━━━━━ INPUT DATA

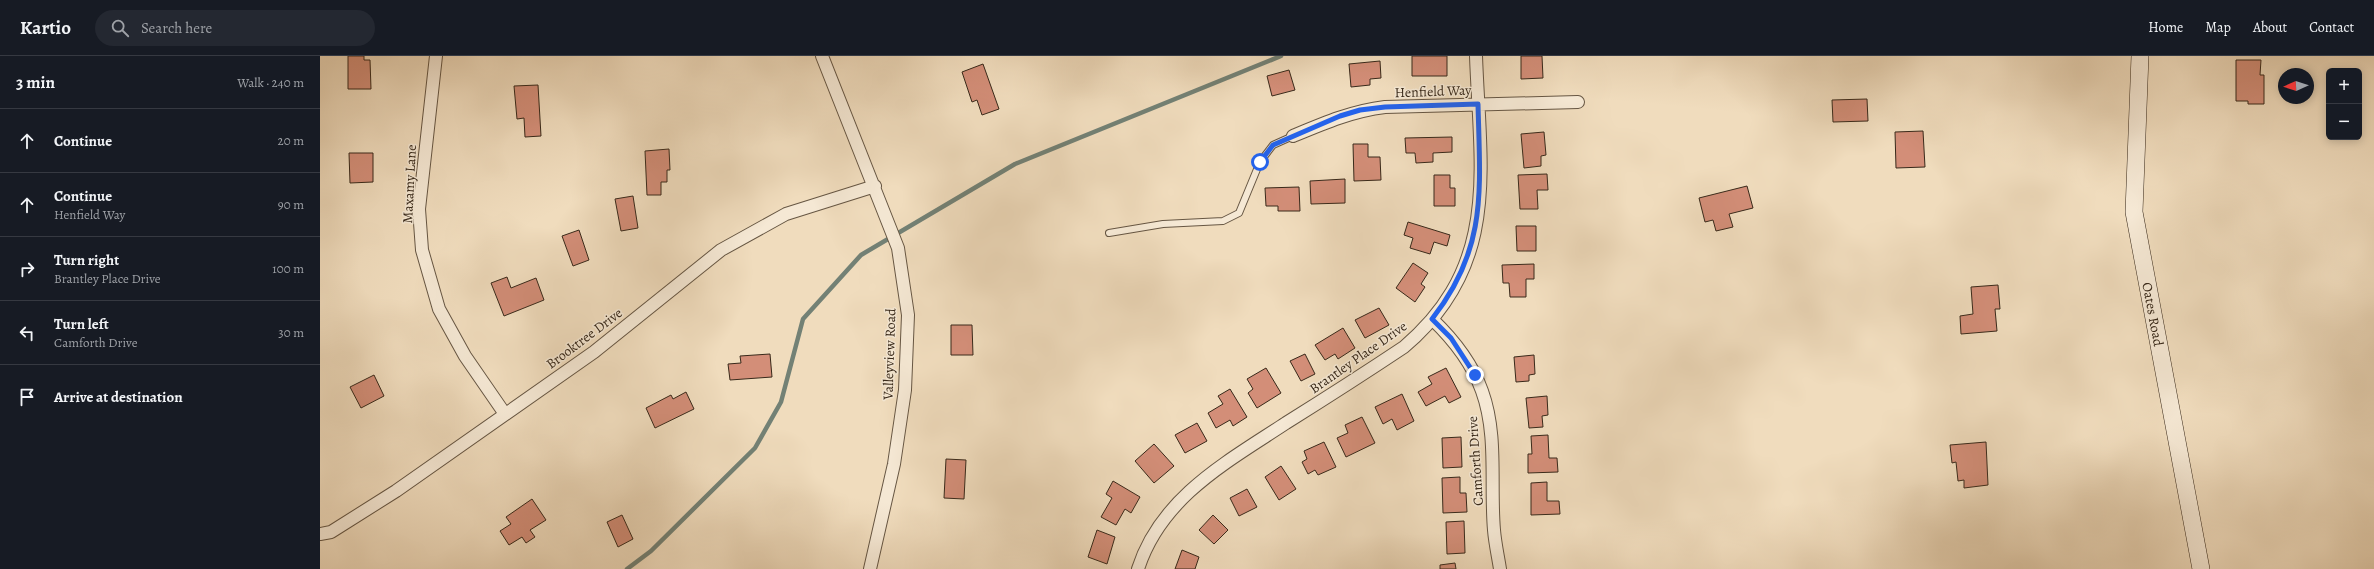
<!DOCTYPE html>
<html lang="en">
<head>
<meta charset="utf-8">
<style>
	body { margin:0; font-family:Alegreya,serif; background:#242831; color:#f1f3f6 }
	.controls { position:absolute; right:12px; top:12px; display:grid; overflow:hidden; border-radius:6px; box-shadow:0 2px 10px #0003 }
	.controls button { width:36px; height:36px; display:grid; place-items:center; padding:0; border:0; border-bottom:1px solid #363941; background:#171b24; color:#f1f3f6; font:20px sans-serif }
	.compass { position:absolute; left:1958px; top:12px; width:36px; height:36px; border-radius:50%; background:#171b24; box-shadow:0 2px 10px #0003; rotate:267deg }
	.stop { position:absolute; width:12px; height:12px; margin:-9px; border:3px solid #2563eb; border-radius:50%; background:#fff }
	.stop.end { background:#2563eb; border-color:#fff; box-shadow:0 1px 4px #0008 }
	.list { margin:0; padding:0; list-style:none }
	h2 { display:flex; justify-content:space-between; align-items:center; height:52px; margin:0; padding:0 16px; font-size:17px }
	h2 small { font-size:13px; font-weight:400; color:#9ea1a6 }
	.list li { display:grid; grid-template-columns:26px 1fr auto; gap:12px; align-items:center; box-sizing:border-box; height:64px; padding:0 16px; border-top:1px solid #363941 }
	.list b { display:block; font-size:15px; white-space:nowrap }
	.list p { margin:0; font-size:13px; white-space:nowrap; color:#9ea1a6 }
	.list em { font-size:13px; font-style:normal; color:#9ea1a6 }
	.icon { flex:none; width:22px; height:22px; fill:none; stroke:currentColor; stroke-width:2; stroke-linecap:round; stroke-linejoin:round }
	.map { position:relative; flex:none; width:2054px; height:513px; overflow:hidden }
	header { display:flex; align-items:center; gap:24px; box-sizing:border-box; height:56px; padding:0 20px; background:#171b24; border-bottom:1px solid #363941 }
	header strong { font-size:19px }
	nav { display:flex; gap:22px; margin-inline-start:auto; font-size:14px }
	.search { width:280px; height:36px; background:#242831; display:flex; align-items:center; gap:10px; box-sizing:border-box; padding:0 14px; border-radius:22px; color:#9ea1a6; font-size:15px }
	main { display:flex }
	aside { flex:1; background:#171b24 }
	.map>svg:first-child { display:block }
</style>
</head>
<body>
<header>
<strong>Kartio</strong>
<div class="search"><svg class="icon" aria-label="search" viewBox="0 0 24 24"><circle cx="10" cy="10" r="6"/><path d="M15 15l6 6"/></svg>Search here</div>
<nav><a>Home</a><a>Map</a><a>About</a><a>Contact</a></nav>
</header>
<main>
<aside>
<h2>3 min<small>Walk · 240 m</small></h2>
<ul class="list">
<li><svg class="icon" aria-label="ahead" viewBox="0 0 24 24"><path d="M12 20V5M6 11l6-6 6 6"/></svg><div><b>Continue</b></div><em>20 m</em></li>
<li><svg class="icon" aria-label="ahead" viewBox="0 0 24 24"><path d="M12 20V5M6 11l6-6 6 6"/></svg><div><b>Continue</b><p>Henfield Way</p></div><em>90 m</em></li>
<li><svg class="icon" aria-label="right" viewBox="0 0 24 24"><path d="M7 20v-9h11M14 6l5 5-5 5"/></svg><div><b>Turn right</b><p>Brantley Place Drive</p></div><em>100 m</em></li>
<li><svg class="icon" aria-label="left" viewBox="0 0 24 24"><path d="M17 20v-9H6M10 6l-5 5 5 5"/></svg><div><b>Turn left</b><p>Camforth Drive</p></div><em>30 m</em></li>
<li><svg class="icon" aria-label="arrive" viewBox="0 0 24 24"><path d="M6 21V4h12l-3 4 3 4H6"/></svg><div><b>Arrive at destination</b></div></li>
</ul>
</aside>
<div class="map">
<svg width="2054" height="513" viewBox="0 0 2054 513">
	<rect width="100%" height="100%" fill="#f0dcbd"/>
	<filter id="stains"><feTurbulence type="fractalNoise" baseFrequency=".005" numOctaves="4"/><feColorMatrix values="0 0 0 0 .2 0 0 0 0 .09 0 0 0 0 .02 0 0 0 .5 -.17"/></filter>
	<radialGradient id="worn" r=".72"><stop offset=".6" stop-color="#630" stop-opacity="0"/><stop offset="1" stop-color="#630" stop-opacity=".3"/></radialGradient>
	<g fill="none" stroke-linecap="round" stroke-linejoin="round">
		<!-- stream -->
		<path stroke="#738175" stroke-width="4.5" d="M307,513L331,495L435,392L461,346L483,263L541,199L695,108L961,0"/>
	</g>
	<!-- building -->
	<path fill="#d38e78" stroke="#38291a" d="M28,0H44V4H50L51,33H28Z
		M1092,0H1127V20H1092Z
		M1201,0H1222L1223,22L1201,23Z
		M1916,4H1941L1940,19H1944V48H1928V45H1916Z
		M1060,5L1061,22L1050,23V29L1031,31L1029,8Z
		M663,8L679,53L662,59L657,44L652,46L642,16Z
		M969,14L975,34L952,40L947,20Z
		M218,29L221,80L205,81L204,62L197,63L194,30Z
		M1547,43L1548,65L1513,66L1512,44Z
		M1603,75L1605,111L1576,112L1575,76Z
		M1224,76L1226,99L1221,100V110L1204,112L1201,78Z
		M1132,81V96L1113,97V106L1096,107L1095,97H1086L1085,82Z
		M1033,88H1048V101H1060L1061,124L1034,125Z
		M349,93L350,114H347V126H341V139H327L325,95Z
		M29,97H53V126L30,127Z
		M1227,118L1228,134H1217L1218,153H1200L1198,119Z
		M1114,119H1130V132H1135V150H1114Z
		M1025,123V147L991,148L990,125Z
		M1427,130L1433,152L1409,158L1413,171L1396,175L1393,164L1385,166L1379,142Z
		M979,131L980,155H958V150H946L945,132Z
		M313,140L318,172L301,175L295,143Z
		M1088,166L1130,179L1127,190L1114,186L1110,198L1090,192L1093,182L1084,179Z
		M1196,170H1216V195H1197Z
		M259,174L269,204L253,210L242,180Z
		M1093,207L1108,217L1101,228L1105,231L1095,246L1076,232Z
		M1214,208V223H1206V241H1190L1189,227H1183L1182,209Z
		M187,221L191,232L216,222L224,244L184,260L171,227Z
		M1678,229L1680,253H1675L1677,275L1641,278L1640,260L1653,258L1651,231Z
		M1059,252L1069,269L1045,282L1035,264Z
		M631,269H652L653,299H631Z
		M1023,272L1035,292L1018,303L1015,298L1005,304L995,289Z
		M450,298L452,321L410,324L408,308L421,307L420,300Z
		M985,298L995,318L981,325L970,305Z
		M1214,299L1215,318L1209,319V325L1196,326L1194,301Z
		M946,312L961,337L937,352L928,337L933,333L927,323Z
		M1126,312L1141,341L1129,347L1125,340L1106,350L1098,336L1112,328L1108,321Z
		M54,319L64,340L41,352L30,331Z
		M910,333L927,361L913,370L910,364L896,372L888,357L903,348L898,340Z
		M366,336L374,353L335,372L326,352L351,339L353,343Z
		M1082,338L1094,365L1077,374L1072,363L1063,368L1055,351Z
		M1227,340L1228,359L1222,360L1223,371L1209,372L1206,342Z
		M1042,361L1055,387L1026,401L1017,382L1028,377L1025,369Z
		M877,367L887,385L865,397L855,379Z
		M1228,379L1229,402H1237L1238,416L1208,417V398H1212L1211,380Z
		M1141,381L1142,411L1123,412L1122,382Z
		M1004,386L1016,411L998,419L995,414L988,418L982,406L987,403L984,395Z
		M1666,386L1668,429L1644,432V424L1638,425L1636,406L1632,407L1630,389Z
		M834,388L854,410L834,427L815,405Z
		M626,403L646,404L644,443L624,442Z
		M961,410L976,433L959,444L945,421Z
		M1140,421V437H1146L1147,456L1123,457L1122,422Z
		M793,425L820,441L811,457L805,453L796,469L781,461L792,442L786,438Z
		M1227,426V445H1239L1240,458L1211,459V427Z
		M927,433L937,451L919,460L910,442Z
		M212,443L226,464L210,474L215,481L206,487L202,481L189,489L180,475L191,468L186,461Z
		M302,459L313,483L298,491L287,466Z
		M893,459L908,474L894,488L879,474Z
		M1144,465L1145,497L1127,498L1126,466Z
		M777,474L795,481L787,508L768,501Z
		M862,494L879,501L875,513H855Z
		M1135,507L1136,513H1120V509Z"/>
	<g fill="none" stroke-linecap="round" stroke-linejoin="round">
		<defs>
			<path id="lane" d="M789,177L843,168L903,165L919,157L940,106L953,89L973,80"/>
			<path id="street" d="M116,0L99,153L102,194L119,253L145,300L185,358
				M502,0L578,192L588,259L585,334L574,408L550,513
				M973,80C1004,67 1032,55 1065,51L1258,46
				M1112,263C1134,284 1152,307 1162,335C1178,379 1170,428 1174,474C1175,487 1178,500 1180,513
				M0,478L11,476L76,435L274,296L401,194L466,158L555,130
				M818,513C841,441 907,406 966,367C1006,342 1045,317 1084,291C1181,209 1160,113 1156,0"/>
			<g id="secondary">
				<path id="s1" d="M1820,0L1814,156L1881,513"/>
			</g>
		</defs>
		<!-- lane casing -->
		<use href="#lane" stroke="#665643" stroke-width="8"/>
		<!-- street casing -->
		<use href="#street" stroke="#665643" stroke-width="14"/>
		<!-- secondary casing -->
		<use href="#secondary" stroke="#38291a" stroke-width="18"/>
		<!-- lane -->
		<use href="#lane" stroke="#f5e8d4" stroke-width="6"/>
		<!-- street -->
		<use href="#street" stroke="#f5e8d4" stroke-width="12"/>
		<!-- secondary -->
		<use href="#secondary" stroke="#f5e8d4" stroke-width="17"/>
	</g>
	<g fill="none" stroke-linecap="round" stroke-linejoin="round">
		<!-- route -->
		<path stroke="#2563eb" stroke-width="5" d="M940,106L953,89L1020,60L1040,54L1065,51L1158,48C1160,133 1168,192 1112,263L1131,282L1155,319"/>
	</g>
	<g text-anchor="middle" stroke-width="3" stroke-linejoin="round" paint-order="stroke">
		<!-- street labels -->
		<g font-size="14" fill="#38291a" stroke="#f5e8d4">
			<text transform="translate(1113 35) rotate(-2)" y="5">Henfield Way</text>
			<text transform="translate(89 128) rotate(-87)" y="5">Maxamy Lane</text>
			<text dy="5" stroke="none"><textPath href="#s1" startOffset="260">Oates Road</textPath></text>
			<text transform="translate(264 282) rotate(-37)" y="5">Brooktree Drive</text>
			<text transform="translate(569 298) rotate(-88)" y="5">Valleyview Road</text>
			<text transform="translate(1038 301) rotate(-35)" y="5">Brantley Place Drive</text>
			<text transform="translate(1155 405) rotate(-94)" y="5">Camforth Drive</text>
		</g>
	</g>
	<rect width="100%" height="100%" filter="url(#stains)"/>
	<rect width="100%" height="100%" fill="url(#worn)"/>
</svg>
<div class="controls">
<button>+</button>
<button>−</button>
</div>
<svg class="compass" viewBox="-18 -18 36 36"><path d="M0-13l5 13h-10z" fill="#e53935"/><path d="M0 13l5-13h-10z" fill="#9ea1a6"/></svg>
<div class="stop" style="left:940px;top:106px"></div>
<div class="stop end" style="left:1155px;top:319px"></div>
</div>
</main>
</body>
</html>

━━━━━━━━━━

Set down, exactly as they stand above, the lines starting with the line with "M777,474L795,481L787,508L768,501Z" and going on through the line with "M973,80C1004,67 1032,55 1065,51L1258,46", and no others.

		M777,474L795,481L787,508L768,501Z
		M862,494L879,501L875,513H855Z
		M1135,507L1136,513H1120V509Z"/>
	<g fill="none" stroke-linecap="round" stroke-linejoin="round">
		<defs>
			<path id="lane" d="M789,177L843,168L903,165L919,157L940,106L953,89L973,80"/>
			<path id="street" d="M116,0L99,153L102,194L119,253L145,300L185,358
				M502,0L578,192L588,259L585,334L574,408L550,513
				M973,80C1004,67 1032,55 1065,51L1258,46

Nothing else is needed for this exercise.